Exercise data: Begin

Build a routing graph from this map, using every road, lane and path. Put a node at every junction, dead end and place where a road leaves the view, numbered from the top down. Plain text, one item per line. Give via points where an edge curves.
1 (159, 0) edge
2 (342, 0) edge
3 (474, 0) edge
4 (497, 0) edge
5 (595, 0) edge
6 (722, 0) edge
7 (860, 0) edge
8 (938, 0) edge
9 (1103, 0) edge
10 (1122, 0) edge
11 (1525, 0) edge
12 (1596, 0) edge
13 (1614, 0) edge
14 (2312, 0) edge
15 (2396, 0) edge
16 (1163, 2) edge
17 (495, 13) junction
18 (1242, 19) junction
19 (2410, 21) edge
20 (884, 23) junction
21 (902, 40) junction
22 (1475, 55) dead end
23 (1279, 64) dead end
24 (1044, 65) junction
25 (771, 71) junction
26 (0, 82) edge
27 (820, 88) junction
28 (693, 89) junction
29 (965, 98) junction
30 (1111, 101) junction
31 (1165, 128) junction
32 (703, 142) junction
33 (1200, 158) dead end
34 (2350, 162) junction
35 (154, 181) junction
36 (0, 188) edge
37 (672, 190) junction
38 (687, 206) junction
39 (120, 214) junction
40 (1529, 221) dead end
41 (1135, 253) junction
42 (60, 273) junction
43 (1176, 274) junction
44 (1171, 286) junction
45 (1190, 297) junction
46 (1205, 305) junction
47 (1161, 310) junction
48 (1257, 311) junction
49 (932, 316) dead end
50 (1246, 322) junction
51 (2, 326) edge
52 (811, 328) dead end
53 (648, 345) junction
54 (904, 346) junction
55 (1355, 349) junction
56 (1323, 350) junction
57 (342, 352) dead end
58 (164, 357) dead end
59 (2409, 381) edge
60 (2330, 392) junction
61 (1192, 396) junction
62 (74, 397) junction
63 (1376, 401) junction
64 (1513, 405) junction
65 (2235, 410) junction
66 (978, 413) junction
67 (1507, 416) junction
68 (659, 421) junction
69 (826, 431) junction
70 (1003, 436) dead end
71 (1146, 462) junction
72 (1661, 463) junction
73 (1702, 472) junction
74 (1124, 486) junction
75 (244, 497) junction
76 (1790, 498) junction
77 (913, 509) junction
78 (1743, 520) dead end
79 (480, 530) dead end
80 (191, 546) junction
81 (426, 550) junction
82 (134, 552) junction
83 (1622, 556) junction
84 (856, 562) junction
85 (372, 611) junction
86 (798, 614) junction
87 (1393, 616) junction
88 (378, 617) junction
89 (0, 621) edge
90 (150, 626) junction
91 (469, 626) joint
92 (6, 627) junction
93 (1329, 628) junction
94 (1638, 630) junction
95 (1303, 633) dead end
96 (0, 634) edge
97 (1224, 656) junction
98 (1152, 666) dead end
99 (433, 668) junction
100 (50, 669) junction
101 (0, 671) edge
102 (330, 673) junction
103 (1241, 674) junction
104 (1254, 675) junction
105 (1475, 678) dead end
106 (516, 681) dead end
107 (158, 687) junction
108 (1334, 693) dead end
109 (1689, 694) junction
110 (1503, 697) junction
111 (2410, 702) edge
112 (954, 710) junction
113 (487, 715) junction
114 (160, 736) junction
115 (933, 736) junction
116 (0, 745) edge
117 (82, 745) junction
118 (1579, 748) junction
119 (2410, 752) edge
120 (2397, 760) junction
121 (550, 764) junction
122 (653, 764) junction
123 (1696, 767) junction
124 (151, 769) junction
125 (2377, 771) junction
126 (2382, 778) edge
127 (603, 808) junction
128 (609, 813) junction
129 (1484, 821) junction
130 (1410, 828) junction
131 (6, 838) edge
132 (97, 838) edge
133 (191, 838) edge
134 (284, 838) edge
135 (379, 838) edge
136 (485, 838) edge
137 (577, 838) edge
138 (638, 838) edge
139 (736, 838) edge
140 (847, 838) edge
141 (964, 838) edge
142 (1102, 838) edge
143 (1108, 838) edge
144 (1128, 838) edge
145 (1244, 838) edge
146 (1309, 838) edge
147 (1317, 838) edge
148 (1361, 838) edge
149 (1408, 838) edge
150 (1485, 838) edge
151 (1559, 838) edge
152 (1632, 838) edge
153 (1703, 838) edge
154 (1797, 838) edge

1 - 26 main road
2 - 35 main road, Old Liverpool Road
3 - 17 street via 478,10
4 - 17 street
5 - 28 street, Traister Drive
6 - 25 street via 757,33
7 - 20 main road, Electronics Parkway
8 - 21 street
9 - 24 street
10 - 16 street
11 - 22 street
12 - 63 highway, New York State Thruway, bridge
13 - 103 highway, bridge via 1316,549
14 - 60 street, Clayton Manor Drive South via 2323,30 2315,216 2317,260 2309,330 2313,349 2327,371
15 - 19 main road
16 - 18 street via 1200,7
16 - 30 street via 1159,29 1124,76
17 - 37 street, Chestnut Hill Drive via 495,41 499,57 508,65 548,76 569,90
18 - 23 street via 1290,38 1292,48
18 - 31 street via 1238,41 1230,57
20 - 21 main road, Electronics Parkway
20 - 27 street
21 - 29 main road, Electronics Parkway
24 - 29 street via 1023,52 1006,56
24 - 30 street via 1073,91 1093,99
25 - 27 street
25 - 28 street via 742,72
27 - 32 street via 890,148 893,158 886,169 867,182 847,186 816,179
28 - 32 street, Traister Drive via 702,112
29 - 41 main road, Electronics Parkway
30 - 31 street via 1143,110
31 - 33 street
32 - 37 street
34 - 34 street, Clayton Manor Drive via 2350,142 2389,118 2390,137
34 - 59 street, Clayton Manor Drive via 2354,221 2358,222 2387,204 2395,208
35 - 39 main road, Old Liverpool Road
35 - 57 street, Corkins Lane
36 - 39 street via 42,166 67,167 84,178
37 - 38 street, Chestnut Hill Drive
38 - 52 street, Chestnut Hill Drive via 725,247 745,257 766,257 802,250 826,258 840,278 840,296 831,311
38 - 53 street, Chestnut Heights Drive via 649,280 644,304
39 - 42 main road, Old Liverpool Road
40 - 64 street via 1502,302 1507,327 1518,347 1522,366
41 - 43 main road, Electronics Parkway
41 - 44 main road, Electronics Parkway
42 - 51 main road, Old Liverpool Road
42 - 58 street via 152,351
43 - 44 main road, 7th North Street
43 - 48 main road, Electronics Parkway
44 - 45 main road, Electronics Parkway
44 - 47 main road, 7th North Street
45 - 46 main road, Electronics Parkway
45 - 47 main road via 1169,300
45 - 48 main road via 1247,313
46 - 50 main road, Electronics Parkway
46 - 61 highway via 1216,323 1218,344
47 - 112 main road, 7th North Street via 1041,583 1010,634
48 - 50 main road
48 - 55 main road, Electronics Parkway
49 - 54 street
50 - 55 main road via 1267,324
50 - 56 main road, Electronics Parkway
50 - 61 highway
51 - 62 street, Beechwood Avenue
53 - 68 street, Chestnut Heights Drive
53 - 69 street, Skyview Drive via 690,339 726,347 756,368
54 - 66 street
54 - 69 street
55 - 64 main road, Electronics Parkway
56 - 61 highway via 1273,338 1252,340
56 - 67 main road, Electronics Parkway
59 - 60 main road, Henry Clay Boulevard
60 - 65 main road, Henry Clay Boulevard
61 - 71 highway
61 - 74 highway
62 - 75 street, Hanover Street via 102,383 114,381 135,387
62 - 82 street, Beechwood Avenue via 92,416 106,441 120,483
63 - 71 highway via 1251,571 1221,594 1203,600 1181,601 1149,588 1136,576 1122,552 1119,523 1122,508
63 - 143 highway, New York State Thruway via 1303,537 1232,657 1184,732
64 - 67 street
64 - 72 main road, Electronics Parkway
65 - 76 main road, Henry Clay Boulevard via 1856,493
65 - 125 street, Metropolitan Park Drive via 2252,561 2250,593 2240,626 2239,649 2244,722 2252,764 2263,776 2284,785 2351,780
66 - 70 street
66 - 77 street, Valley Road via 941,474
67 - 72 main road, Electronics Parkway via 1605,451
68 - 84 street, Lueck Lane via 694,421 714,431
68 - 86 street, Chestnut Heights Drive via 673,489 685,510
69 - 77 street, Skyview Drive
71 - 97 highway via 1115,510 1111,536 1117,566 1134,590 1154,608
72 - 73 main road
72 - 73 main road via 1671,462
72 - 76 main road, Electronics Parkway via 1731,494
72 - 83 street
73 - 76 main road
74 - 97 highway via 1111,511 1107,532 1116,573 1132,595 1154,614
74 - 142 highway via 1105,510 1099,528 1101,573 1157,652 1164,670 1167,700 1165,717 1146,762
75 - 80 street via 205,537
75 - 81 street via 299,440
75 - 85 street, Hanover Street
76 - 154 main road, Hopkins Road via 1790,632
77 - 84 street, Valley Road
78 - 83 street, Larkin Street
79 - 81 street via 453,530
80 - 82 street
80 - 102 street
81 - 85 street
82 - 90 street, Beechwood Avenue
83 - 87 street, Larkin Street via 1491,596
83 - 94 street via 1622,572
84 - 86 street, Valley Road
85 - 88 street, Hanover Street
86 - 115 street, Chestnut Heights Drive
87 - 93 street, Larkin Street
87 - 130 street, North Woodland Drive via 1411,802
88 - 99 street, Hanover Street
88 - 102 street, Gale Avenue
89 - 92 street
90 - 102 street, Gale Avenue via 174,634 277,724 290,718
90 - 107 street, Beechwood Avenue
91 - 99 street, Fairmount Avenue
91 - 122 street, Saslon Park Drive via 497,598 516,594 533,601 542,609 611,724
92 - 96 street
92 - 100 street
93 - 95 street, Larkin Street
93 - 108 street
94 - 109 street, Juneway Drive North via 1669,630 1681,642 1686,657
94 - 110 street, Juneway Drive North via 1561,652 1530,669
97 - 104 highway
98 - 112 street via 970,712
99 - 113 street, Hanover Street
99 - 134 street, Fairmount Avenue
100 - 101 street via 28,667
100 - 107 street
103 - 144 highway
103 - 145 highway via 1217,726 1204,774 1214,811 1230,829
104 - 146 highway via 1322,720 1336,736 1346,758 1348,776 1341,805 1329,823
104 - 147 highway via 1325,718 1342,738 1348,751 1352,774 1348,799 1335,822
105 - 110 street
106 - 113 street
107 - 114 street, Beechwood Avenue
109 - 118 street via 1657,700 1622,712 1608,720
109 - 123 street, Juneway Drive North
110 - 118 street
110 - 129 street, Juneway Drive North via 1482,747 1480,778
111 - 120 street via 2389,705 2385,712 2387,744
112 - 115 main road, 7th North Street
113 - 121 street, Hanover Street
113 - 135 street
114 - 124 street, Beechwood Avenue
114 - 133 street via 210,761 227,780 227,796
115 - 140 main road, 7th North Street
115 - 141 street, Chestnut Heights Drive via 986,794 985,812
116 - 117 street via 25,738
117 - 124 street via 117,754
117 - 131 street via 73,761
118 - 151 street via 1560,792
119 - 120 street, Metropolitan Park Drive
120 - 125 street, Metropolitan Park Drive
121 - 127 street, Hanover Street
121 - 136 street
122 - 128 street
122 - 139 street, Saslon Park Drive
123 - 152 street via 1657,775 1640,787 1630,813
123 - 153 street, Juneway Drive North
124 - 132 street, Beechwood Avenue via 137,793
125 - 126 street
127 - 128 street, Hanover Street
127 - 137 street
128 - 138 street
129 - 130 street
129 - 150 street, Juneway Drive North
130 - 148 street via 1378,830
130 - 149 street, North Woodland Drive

Exercise data: End

» **Your goal**
Identify the lines of the data that contain the word "Valley". Copy each of them.

» **Exercise answer**
66 - 77 street, Valley Road via 941,474
77 - 84 street, Valley Road
84 - 86 street, Valley Road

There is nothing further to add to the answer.